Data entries
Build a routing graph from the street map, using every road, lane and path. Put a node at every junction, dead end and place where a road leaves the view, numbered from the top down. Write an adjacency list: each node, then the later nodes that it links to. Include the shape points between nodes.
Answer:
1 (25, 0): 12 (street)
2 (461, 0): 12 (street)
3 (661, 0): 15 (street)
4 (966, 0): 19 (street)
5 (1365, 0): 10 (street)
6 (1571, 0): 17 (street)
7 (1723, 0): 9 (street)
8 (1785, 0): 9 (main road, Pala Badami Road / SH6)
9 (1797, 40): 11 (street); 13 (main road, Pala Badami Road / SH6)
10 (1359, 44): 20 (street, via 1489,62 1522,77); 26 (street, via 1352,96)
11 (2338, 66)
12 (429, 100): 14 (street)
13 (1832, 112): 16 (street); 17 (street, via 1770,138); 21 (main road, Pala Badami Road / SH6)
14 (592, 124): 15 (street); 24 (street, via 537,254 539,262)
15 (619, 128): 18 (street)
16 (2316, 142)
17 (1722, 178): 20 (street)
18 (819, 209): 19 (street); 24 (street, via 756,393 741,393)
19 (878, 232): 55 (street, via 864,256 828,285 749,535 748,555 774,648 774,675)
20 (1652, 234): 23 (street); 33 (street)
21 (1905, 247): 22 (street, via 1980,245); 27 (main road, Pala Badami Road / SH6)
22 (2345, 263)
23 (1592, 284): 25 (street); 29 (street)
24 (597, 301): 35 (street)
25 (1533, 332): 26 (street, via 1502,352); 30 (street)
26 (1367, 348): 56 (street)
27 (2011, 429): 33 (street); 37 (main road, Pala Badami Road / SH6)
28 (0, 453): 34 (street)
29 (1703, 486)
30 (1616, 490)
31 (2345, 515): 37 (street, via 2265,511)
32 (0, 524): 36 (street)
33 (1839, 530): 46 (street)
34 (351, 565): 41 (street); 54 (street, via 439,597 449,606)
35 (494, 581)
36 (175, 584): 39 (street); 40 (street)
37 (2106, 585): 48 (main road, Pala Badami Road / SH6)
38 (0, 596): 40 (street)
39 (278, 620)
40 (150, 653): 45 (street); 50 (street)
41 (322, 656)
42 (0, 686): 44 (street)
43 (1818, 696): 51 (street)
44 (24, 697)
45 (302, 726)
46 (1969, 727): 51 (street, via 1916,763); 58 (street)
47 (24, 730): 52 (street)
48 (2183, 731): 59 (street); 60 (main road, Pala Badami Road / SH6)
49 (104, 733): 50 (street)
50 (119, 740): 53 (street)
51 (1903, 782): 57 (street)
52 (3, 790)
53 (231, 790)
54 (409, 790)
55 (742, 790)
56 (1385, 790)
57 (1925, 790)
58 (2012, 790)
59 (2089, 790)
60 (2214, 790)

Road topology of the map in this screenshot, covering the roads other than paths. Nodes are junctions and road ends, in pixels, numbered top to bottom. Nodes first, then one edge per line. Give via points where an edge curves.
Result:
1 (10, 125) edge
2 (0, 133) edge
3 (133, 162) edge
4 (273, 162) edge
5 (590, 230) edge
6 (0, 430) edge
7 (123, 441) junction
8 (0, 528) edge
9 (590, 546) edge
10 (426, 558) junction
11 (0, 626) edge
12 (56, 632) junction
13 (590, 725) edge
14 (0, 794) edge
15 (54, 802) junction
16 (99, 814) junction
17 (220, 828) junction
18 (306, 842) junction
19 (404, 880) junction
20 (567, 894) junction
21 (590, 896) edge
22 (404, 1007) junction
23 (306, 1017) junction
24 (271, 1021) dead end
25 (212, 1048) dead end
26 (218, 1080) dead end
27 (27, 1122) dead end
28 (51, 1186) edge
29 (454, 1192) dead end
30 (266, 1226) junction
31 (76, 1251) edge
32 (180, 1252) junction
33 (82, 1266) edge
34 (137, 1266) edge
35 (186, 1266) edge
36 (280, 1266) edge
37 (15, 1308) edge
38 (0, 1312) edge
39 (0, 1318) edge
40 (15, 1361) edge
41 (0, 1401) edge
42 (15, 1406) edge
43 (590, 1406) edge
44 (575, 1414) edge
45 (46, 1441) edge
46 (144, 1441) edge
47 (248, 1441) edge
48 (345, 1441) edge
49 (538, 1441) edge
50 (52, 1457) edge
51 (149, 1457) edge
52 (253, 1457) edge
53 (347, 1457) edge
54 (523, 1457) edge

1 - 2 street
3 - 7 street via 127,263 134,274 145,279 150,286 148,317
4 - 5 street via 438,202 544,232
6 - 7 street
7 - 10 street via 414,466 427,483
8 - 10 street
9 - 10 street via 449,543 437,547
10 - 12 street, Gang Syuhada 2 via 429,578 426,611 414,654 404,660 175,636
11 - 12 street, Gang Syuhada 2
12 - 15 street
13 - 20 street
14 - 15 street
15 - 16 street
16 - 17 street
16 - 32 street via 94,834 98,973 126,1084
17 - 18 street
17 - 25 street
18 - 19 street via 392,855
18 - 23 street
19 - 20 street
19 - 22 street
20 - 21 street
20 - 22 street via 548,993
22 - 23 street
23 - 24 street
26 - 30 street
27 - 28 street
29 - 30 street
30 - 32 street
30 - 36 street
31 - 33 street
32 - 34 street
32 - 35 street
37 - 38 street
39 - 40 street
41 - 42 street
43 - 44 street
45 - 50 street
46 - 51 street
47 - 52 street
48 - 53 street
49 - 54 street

● What is expected
Restate the data above exactly, keeping each word as it stands.

● Response box
Build a routing graph from the street map, using every road, lane and path. Put a node at every junction, dead end and place where a road leaves the view, numbered from the top down. Write an adjacency list: each node, then the later nodes that it links to. Include the shape points between nodes.
Answer:
1 (25, 0): 12 (street)
2 (461, 0): 12 (street)
3 (661, 0): 15 (street)
4 (966, 0): 19 (street)
5 (1365, 0): 10 (street)
6 (1571, 0): 17 (street)
7 (1723, 0): 9 (street)
8 (1785, 0): 9 (main road, Pala Badami Road / SH6)
9 (1797, 40): 11 (street); 13 (main road, Pala Badami Road / SH6)
10 (1359, 44): 20 (street, via 1489,62 1522,77); 26 (street, via 1352,96)
11 (2338, 66)
12 (429, 100): 14 (street)
13 (1832, 112): 16 (street); 17 (street, via 1770,138); 21 (main road, Pala Badami Road / SH6)
14 (592, 124): 15 (street); 24 (street, via 537,254 539,262)
15 (619, 128): 18 (street)
16 (2316, 142)
17 (1722, 178): 20 (street)
18 (819, 209): 19 (street); 24 (street, via 756,393 741,393)
19 (878, 232): 55 (street, via 864,256 828,285 749,535 748,555 774,648 774,675)
20 (1652, 234): 23 (street); 33 (street)
21 (1905, 247): 22 (street, via 1980,245); 27 (main road, Pala Badami Road / SH6)
22 (2345, 263)
23 (1592, 284): 25 (street); 29 (street)
24 (597, 301): 35 (street)
25 (1533, 332): 26 (street, via 1502,352); 30 (street)
26 (1367, 348): 56 (street)
27 (2011, 429): 33 (street); 37 (main road, Pala Badami Road / SH6)
28 (0, 453): 34 (street)
29 (1703, 486)
30 (1616, 490)
31 (2345, 515): 37 (street, via 2265,511)
32 (0, 524): 36 (street)
33 (1839, 530): 46 (street)
34 (351, 565): 41 (street); 54 (street, via 439,597 449,606)
35 (494, 581)
36 (175, 584): 39 (street); 40 (street)
37 (2106, 585): 48 (main road, Pala Badami Road / SH6)
38 (0, 596): 40 (street)
39 (278, 620)
40 (150, 653): 45 (street); 50 (street)
41 (322, 656)
42 (0, 686): 44 (street)
43 (1818, 696): 51 (street)
44 (24, 697)
45 (302, 726)
46 (1969, 727): 51 (street, via 1916,763); 58 (street)
47 (24, 730): 52 (street)
48 (2183, 731): 59 (street); 60 (main road, Pala Badami Road / SH6)
49 (104, 733): 50 (street)
50 (119, 740): 53 (street)
51 (1903, 782): 57 (street)
52 (3, 790)
53 (231, 790)
54 (409, 790)
55 (742, 790)
56 (1385, 790)
57 (1925, 790)
58 (2012, 790)
59 (2089, 790)
60 (2214, 790)

Road topology of the map in this screenshot, covering the roads other than paths. Nodes are junctions and road ends, in pixels, numbered top to bottom. Nodes first, then one edge per line. Give via points where an edge curves.
Result:
1 (10, 125) edge
2 (0, 133) edge
3 (133, 162) edge
4 (273, 162) edge
5 (590, 230) edge
6 (0, 430) edge
7 (123, 441) junction
8 (0, 528) edge
9 (590, 546) edge
10 (426, 558) junction
11 (0, 626) edge
12 (56, 632) junction
13 (590, 725) edge
14 (0, 794) edge
15 (54, 802) junction
16 (99, 814) junction
17 (220, 828) junction
18 (306, 842) junction
19 (404, 880) junction
20 (567, 894) junction
21 (590, 896) edge
22 (404, 1007) junction
23 (306, 1017) junction
24 (271, 1021) dead end
25 (212, 1048) dead end
26 (218, 1080) dead end
27 (27, 1122) dead end
28 (51, 1186) edge
29 (454, 1192) dead end
30 (266, 1226) junction
31 (76, 1251) edge
32 (180, 1252) junction
33 (82, 1266) edge
34 (137, 1266) edge
35 (186, 1266) edge
36 (280, 1266) edge
37 (15, 1308) edge
38 (0, 1312) edge
39 (0, 1318) edge
40 (15, 1361) edge
41 (0, 1401) edge
42 (15, 1406) edge
43 (590, 1406) edge
44 (575, 1414) edge
45 (46, 1441) edge
46 (144, 1441) edge
47 (248, 1441) edge
48 (345, 1441) edge
49 (538, 1441) edge
50 (52, 1457) edge
51 (149, 1457) edge
52 (253, 1457) edge
53 (347, 1457) edge
54 (523, 1457) edge

1 - 2 street
3 - 7 street via 127,263 134,274 145,279 150,286 148,317
4 - 5 street via 438,202 544,232
6 - 7 street
7 - 10 street via 414,466 427,483
8 - 10 street
9 - 10 street via 449,543 437,547
10 - 12 street, Gang Syuhada 2 via 429,578 426,611 414,654 404,660 175,636
11 - 12 street, Gang Syuhada 2
12 - 15 street
13 - 20 street
14 - 15 street
15 - 16 street
16 - 17 street
16 - 32 street via 94,834 98,973 126,1084
17 - 18 street
17 - 25 street
18 - 19 street via 392,855
18 - 23 street
19 - 20 street
19 - 22 street
20 - 21 street
20 - 22 street via 548,993
22 - 23 street
23 - 24 street
26 - 30 street
27 - 28 street
29 - 30 street
30 - 32 street
30 - 36 street
31 - 33 street
32 - 34 street
32 - 35 street
37 - 38 street
39 - 40 street
41 - 42 street
43 - 44 street
45 - 50 street
46 - 51 street
47 - 52 street
48 - 53 street
49 - 54 street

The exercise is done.